[Opening Extracted material section]

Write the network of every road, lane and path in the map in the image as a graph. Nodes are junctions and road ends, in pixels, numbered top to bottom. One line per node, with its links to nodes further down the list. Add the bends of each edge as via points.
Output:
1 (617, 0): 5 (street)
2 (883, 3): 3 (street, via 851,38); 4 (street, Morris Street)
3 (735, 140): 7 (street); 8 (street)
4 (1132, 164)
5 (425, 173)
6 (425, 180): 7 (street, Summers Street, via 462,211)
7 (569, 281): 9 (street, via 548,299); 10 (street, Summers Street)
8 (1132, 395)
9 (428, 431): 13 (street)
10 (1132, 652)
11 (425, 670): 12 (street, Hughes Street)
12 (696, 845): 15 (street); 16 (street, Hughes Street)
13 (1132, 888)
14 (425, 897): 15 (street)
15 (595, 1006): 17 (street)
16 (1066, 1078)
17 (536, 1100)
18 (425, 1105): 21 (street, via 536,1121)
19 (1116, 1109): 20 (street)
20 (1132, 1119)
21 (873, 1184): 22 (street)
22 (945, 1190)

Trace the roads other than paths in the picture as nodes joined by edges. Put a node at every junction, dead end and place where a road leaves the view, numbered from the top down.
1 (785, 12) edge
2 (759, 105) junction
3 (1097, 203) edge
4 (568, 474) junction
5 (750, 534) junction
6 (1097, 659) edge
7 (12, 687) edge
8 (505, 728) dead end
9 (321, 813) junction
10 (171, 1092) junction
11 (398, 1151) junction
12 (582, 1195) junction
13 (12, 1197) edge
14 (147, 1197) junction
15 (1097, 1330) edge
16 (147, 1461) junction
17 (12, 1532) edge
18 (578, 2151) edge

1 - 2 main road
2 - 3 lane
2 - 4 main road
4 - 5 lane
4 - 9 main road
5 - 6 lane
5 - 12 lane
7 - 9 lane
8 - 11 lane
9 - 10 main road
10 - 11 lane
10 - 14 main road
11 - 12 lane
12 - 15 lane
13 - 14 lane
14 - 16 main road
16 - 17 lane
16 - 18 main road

[Closing Extracted material section]

Please write out, exactly as they appear, the line that contains "Trace the roads" and every line after it up to the end of the entries above, and no others.

▶ Result below
Trace the roads other than paths in the picture as nodes joined by edges. Put a node at every junction, dead end and place where a road leaves the view, numbered from the top down.
1 (785, 12) edge
2 (759, 105) junction
3 (1097, 203) edge
4 (568, 474) junction
5 (750, 534) junction
6 (1097, 659) edge
7 (12, 687) edge
8 (505, 728) dead end
9 (321, 813) junction
10 (171, 1092) junction
11 (398, 1151) junction
12 (582, 1195) junction
13 (12, 1197) edge
14 (147, 1197) junction
15 (1097, 1330) edge
16 (147, 1461) junction
17 (12, 1532) edge
18 (578, 2151) edge

1 - 2 main road
2 - 3 lane
2 - 4 main road
4 - 5 lane
4 - 9 main road
5 - 6 lane
5 - 12 lane
7 - 9 lane
8 - 11 lane
9 - 10 main road
10 - 11 lane
10 - 14 main road
11 - 12 lane
12 - 15 lane
13 - 14 lane
14 - 16 main road
16 - 17 lane
16 - 18 main road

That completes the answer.